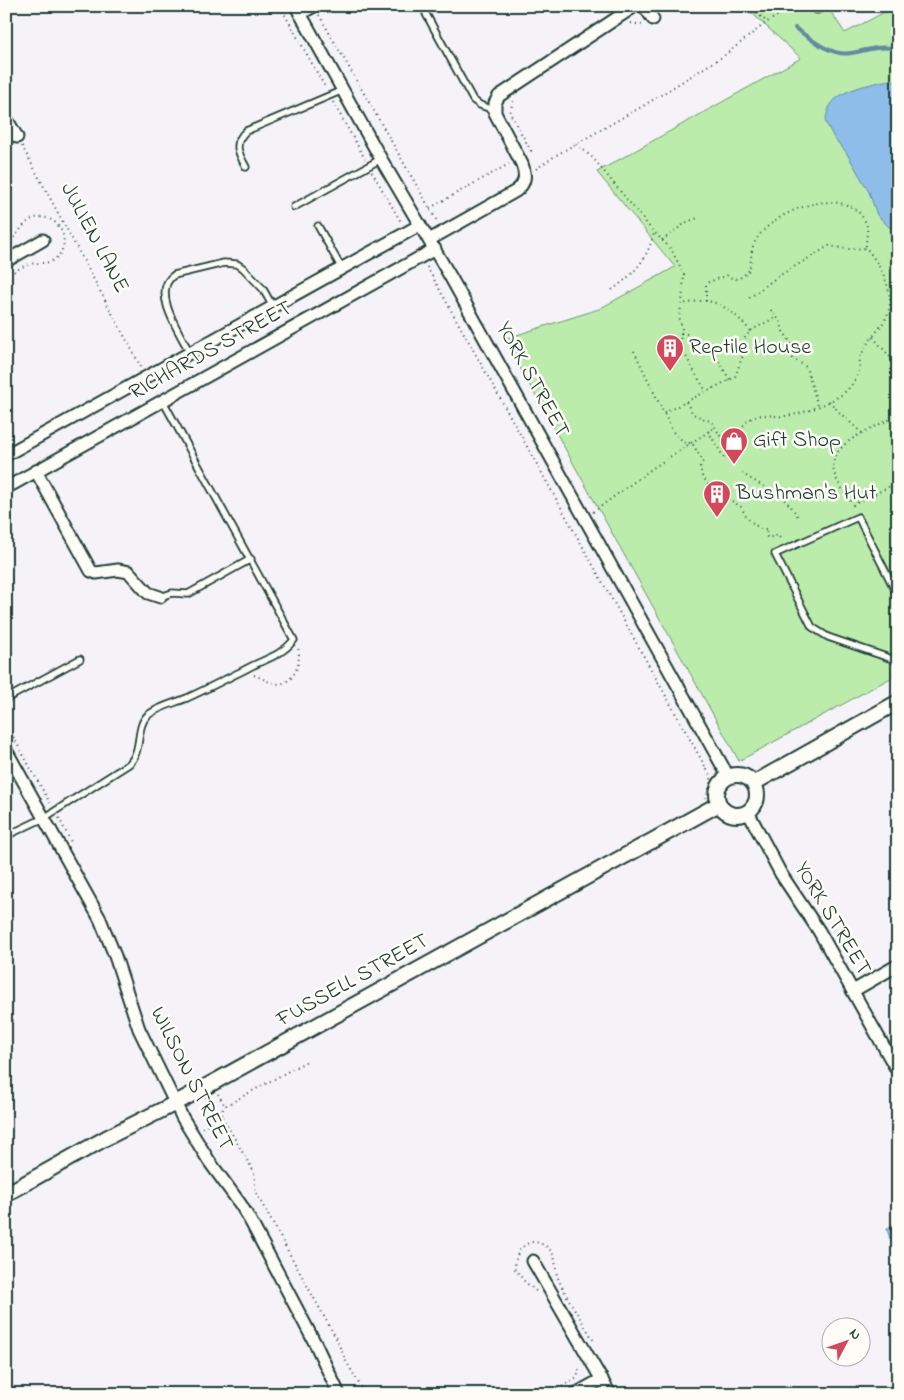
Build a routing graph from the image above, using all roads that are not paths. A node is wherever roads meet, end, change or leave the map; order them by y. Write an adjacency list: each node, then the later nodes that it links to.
1 (635, 6): 8 (street)
2 (659, 6): 6 (lane)
3 (299, 9): 4 (street); 7 (street, YORK STREET)
4 (317, 10)
5 (426, 14): 8 (lane)
6 (649, 16)
7 (343, 90): 11 (street, YORK STREET); 12 (lane)
8 (494, 110): 17 (street, RICHARDS STREET)
9 (6, 118): 10 (street)
10 (17, 137)
11 (381, 159): 13 (lane); 14 (street, YORK STREET)
12 (246, 167)
13 (294, 207)
14 (420, 225): 17 (street, YORK STREET); 19 (street, RICHARDS STREET)
15 (318, 226): 19 (lane)
16 (43, 240): 18 (street)
17 (432, 244): 22 (street, RICHARDS STREET); 34 (street, YORK STREET)
18 (6, 260)
19 (342, 269): 20 (street, RICHARDS STREET)
20 (273, 307): 21 (street, RICHARDS STREET); 21 (lane, RICHARDS STREET)
21 (190, 353): 23 (street, RICHARDS STREET)
22 (164, 400): 24 (street, RICHARDS STREET); 26 (lane)
23 (6, 456)
24 (36, 471): 25 (street, RICHARDS STREET); 28 (street)
25 (6, 488)
26 (251, 559): 28 (lane); 38 (lane)
27 (898, 596): 30 (lane)
28 (160, 597)
29 (80, 659): 31 (lane)
30 (898, 661)
31 (6, 700)
32 (898, 702): 35 (street)
33 (6, 750): 38 (street, WILSON STREET)
34 (728, 776): 35 (street); 36 (street)
35 (754, 783): 37 (street)
36 (715, 806): 37 (street); 43 (street, FUSSELL STREET)
37 (748, 812): 41 (street, YORK STREET)
38 (44, 818): 39 (lane); 43 (street, WILSON STREET)
39 (6, 836)
40 (898, 965): 41 (street)
41 (853, 991): 42 (street, YORK STREET)
42 (898, 1072)
43 (176, 1103): 44 (street, FUSSELL STREET); 47 (street, WILSON STREET)
44 (6, 1194)
45 (533, 1261): 46 (street)
46 (602, 1379): 48 (street); 49 (street)
47 (339, 1394)
48 (575, 1394)
49 (610, 1394)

Exercise objective →
Since the pictures don't belong in the copy, copy only the rest of the entries above exactly.

Your solution →
Build a routing graph from the image above, using all roads that are not paths. A node is wherever roads meet, end, change or leave the map; order them by y. Write an adjacency list: each node, then the later nodes that it links to.
1 (635, 6): 8 (street)
2 (659, 6): 6 (lane)
3 (299, 9): 4 (street); 7 (street, YORK STREET)
4 (317, 10)
5 (426, 14): 8 (lane)
6 (649, 16)
7 (343, 90): 11 (street, YORK STREET); 12 (lane)
8 (494, 110): 17 (street, RICHARDS STREET)
9 (6, 118): 10 (street)
10 (17, 137)
11 (381, 159): 13 (lane); 14 (street, YORK STREET)
12 (246, 167)
13 (294, 207)
14 (420, 225): 17 (street, YORK STREET); 19 (street, RICHARDS STREET)
15 (318, 226): 19 (lane)
16 (43, 240): 18 (street)
17 (432, 244): 22 (street, RICHARDS STREET); 34 (street, YORK STREET)
18 (6, 260)
19 (342, 269): 20 (street, RICHARDS STREET)
20 (273, 307): 21 (street, RICHARDS STREET); 21 (lane, RICHARDS STREET)
21 (190, 353): 23 (street, RICHARDS STREET)
22 (164, 400): 24 (street, RICHARDS STREET); 26 (lane)
23 (6, 456)
24 (36, 471): 25 (street, RICHARDS STREET); 28 (street)
25 (6, 488)
26 (251, 559): 28 (lane); 38 (lane)
27 (898, 596): 30 (lane)
28 (160, 597)
29 (80, 659): 31 (lane)
30 (898, 661)
31 (6, 700)
32 (898, 702): 35 (street)
33 (6, 750): 38 (street, WILSON STREET)
34 (728, 776): 35 (street); 36 (street)
35 (754, 783): 37 (street)
36 (715, 806): 37 (street); 43 (street, FUSSELL STREET)
37 (748, 812): 41 (street, YORK STREET)
38 (44, 818): 39 (lane); 43 (street, WILSON STREET)
39 (6, 836)
40 (898, 965): 41 (street)
41 (853, 991): 42 (street, YORK STREET)
42 (898, 1072)
43 (176, 1103): 44 (street, FUSSELL STREET); 47 (street, WILSON STREET)
44 (6, 1194)
45 (533, 1261): 46 (street)
46 (602, 1379): 48 (street); 49 (street)
47 (339, 1394)
48 (575, 1394)
49 (610, 1394)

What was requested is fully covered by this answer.